In addtion to being concerned about the debt owed to him, Sambell expressed apprehension about the massive flow-on effect United Warranties’ expected liquidation would have on the industry.
“The ideal thing about these guys was they weren’t as expensive as a manufacturer’s warranty,” he said. “We’ll probably have to convince customers to go down that route and pay more for a manufacturers’ warranty.”
“We’ll honour the repair and the cost to get the device back to the customer, but it’s hard enough in the industry as it is to then have to explain to the customer they have to fork out money to get their faulty product back to us.”

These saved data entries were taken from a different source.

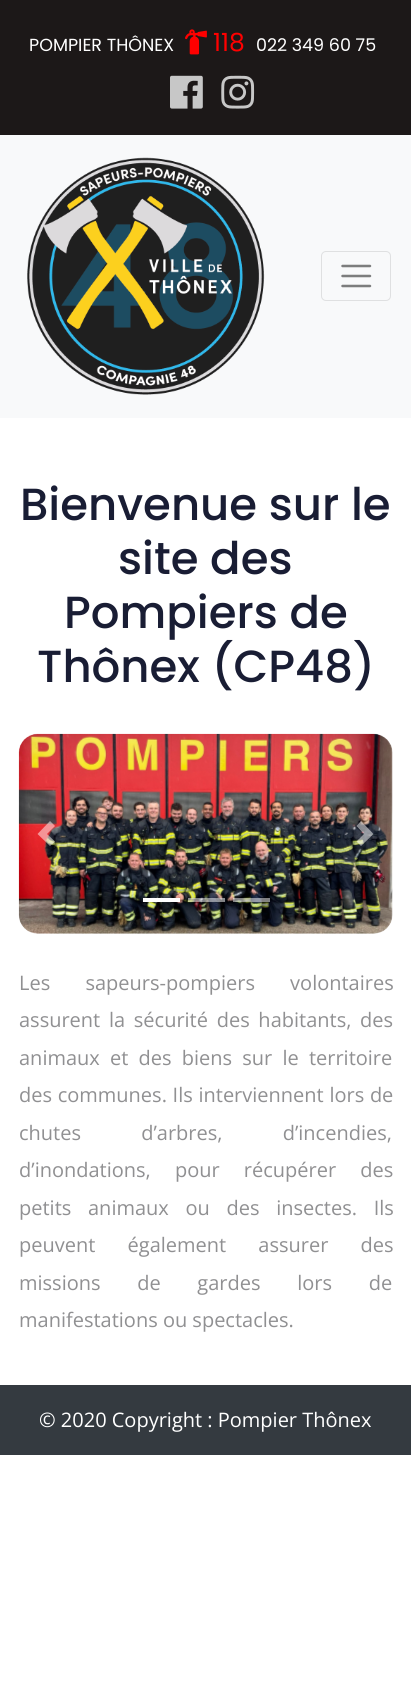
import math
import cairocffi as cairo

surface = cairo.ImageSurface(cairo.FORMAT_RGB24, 411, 1692)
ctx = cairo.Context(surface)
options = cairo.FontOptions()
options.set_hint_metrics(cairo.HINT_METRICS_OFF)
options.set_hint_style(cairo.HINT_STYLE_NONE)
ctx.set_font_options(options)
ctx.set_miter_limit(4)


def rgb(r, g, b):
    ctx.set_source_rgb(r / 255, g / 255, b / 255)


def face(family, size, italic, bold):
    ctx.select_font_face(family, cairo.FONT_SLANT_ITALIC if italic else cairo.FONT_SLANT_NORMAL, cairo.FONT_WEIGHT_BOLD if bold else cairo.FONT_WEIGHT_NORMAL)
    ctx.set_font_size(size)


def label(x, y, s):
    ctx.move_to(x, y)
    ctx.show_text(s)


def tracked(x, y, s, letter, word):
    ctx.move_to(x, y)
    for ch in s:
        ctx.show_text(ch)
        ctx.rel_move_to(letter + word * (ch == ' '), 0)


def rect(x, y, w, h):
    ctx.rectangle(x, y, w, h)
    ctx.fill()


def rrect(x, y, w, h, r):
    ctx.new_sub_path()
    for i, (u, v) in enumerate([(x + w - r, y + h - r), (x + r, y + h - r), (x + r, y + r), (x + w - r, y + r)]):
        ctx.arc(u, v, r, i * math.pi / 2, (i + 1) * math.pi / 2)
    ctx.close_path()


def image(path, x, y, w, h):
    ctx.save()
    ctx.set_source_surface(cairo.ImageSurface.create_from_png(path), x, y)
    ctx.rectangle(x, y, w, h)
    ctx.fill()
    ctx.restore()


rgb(255, 255, 255)
ctx.paint()
rgb(28, 24, 24)
rect(0, 0, 411, 135)
face('Poppins', 17.5, 0, 0)
rgb(255, 255, 255)
label(29, 51, 'POMPIER THÔNEX')
image('image0.png', 185, 29, 22, 26)
face('Poppins', 25, 0, 0)
rgb(255, 0, 0)
label(213, 51, '118')
face('Poppins', 17.5, 0, 0)
rgb(255, 255, 255)
label(256, 51, '022 349 60 75')
image('image1.png', 170, 75, 33, 34)
image('image2.png', 221, 75, 34, 34)
rgb(248, 249, 250)
rect(0, 135, 411, 283)
image('image3.png', 27, 157, 238, 238)
rrect(321.5, 251.5, 69, 49, 4.5)
rgb(223, 224, 225)
ctx.set_line_width(1)
ctx.stroke()
ctx.new_path()
ctx.move_to(342.5, 266)
ctx.line_to(370, 266)
ctx.move_to(342.5, 276)
ctx.line_to(370, 276)
ctx.move_to(342.5, 286)
ctx.line_to(370, 286)
rgb(124, 125, 125)
ctx.set_line_width(2.5)
ctx.set_line_cap(cairo.LINE_CAP_ROUND)
ctx.stroke()
face('Poppins Medium', 45, 0, 0)
rgb(25, 29, 52)
label(20, 520, 'Bienvenue sur le')
label(118, 574, 'site des')
label(64, 628, 'Pompiers de')
label(37, 682, 'Thônex (CP48)')
image('image4.png', 18, 733, 375, 201)
ctx.set_source_rgba(1, 1, 1, 0.5)
ctx.new_path()
ctx.move_to(50, 821)
ctx.line_to(37.5, 834)
ctx.line_to(50, 846)
ctx.line_to(55, 841.5)
ctx.line_to(47, 834)
ctx.line_to(55, 826)
ctx.close_path()
ctx.fill()
ctx.new_path()
ctx.move_to(361, 821)
ctx.line_to(356.5, 826)
ctx.line_to(364, 834)
ctx.line_to(356.5, 841.5)
ctx.line_to(361, 846)
ctx.line_to(373.5, 834)
ctx.close_path()
ctx.fill()
rgb(255, 255, 255)
rect(143, 898, 37, 4)
ctx.set_source_rgba(1, 1, 1, 0.5)
rect(188, 898, 37, 4)
rect(233, 898, 37, 4)
face('Open Sans', 20, 0, 0)
rgb(144, 144, 146)
tracked(19, 990, 'Les sapeurs-pompiers volontaires', 0, 30)
tracked(19, 1027, 'assurent la sécurité des habitants, des', 0, 3.5)
tracked(19, 1065, 'animaux et des biens sur le territoire', 0, 5)
tracked(19, 1102, 'des communes. Ils interviennent lors de', 0, 0.5)
tracked(19, 1140, 'chutes d’arbres, d’incendies,', 0, 55)
tracked(19, 1177, 'd’inondations, pour récupérer des', 0, 19)
tracked(19, 1215, 'petits animaux ou des insectes. Ils', 0, 11.5)
tracked(19, 1252, 'peuvent également assurer des', 0, 27)
tracked(19, 1290, 'missions de gardes lors de', 0, 31.5)
label(19, 1327, 'manifestations ou spectacles.')
rgb(52, 58, 64)
rect(0, 1385, 411, 70)
rgb(255, 255, 255)
label(39, 1427, '© 2020 Copyright : Pompier Thônex')
surface.write_to_png('render.png')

It’s not just bricks and mortar resellers affected by the fallout. Online PC retailer Tech4U was heavily embedded with United Warranties until recently, when the company began to suspect something wasn’t right and stopped ordering its products.
“We spend a fair bit of money with them,” sales supervisor Fred Porter toldCRN. “They even came out and visited us recently and said not to worry should they go under, because they are constantly sitting on a pile of millions should something happen.”
That was six months ago. United Warranties has been less enthusiastic about reassuring its partner in recent weeks.
“Usually we go through a dedicated account manager, and they’ve stopped replying,” Porter said. “We got a reply from head office two weeks ago that redirected us through to no-one, the regional manager’s mobile has been off for two weeks and we’ve sent emails everywhere and haven’t heard back.”
Tech4U has stopped recommending the company to its customers and has taken references to United Warranties and its products off its website.
United Warranties’ ABN is still listed as active, and has a ‘registered’ status with the Australian Securities and Investments Commission. ASIC did not respond to request for information by the time of publication.
United Warranties commenced local trading in 1996 and later established a presence in New Zealand.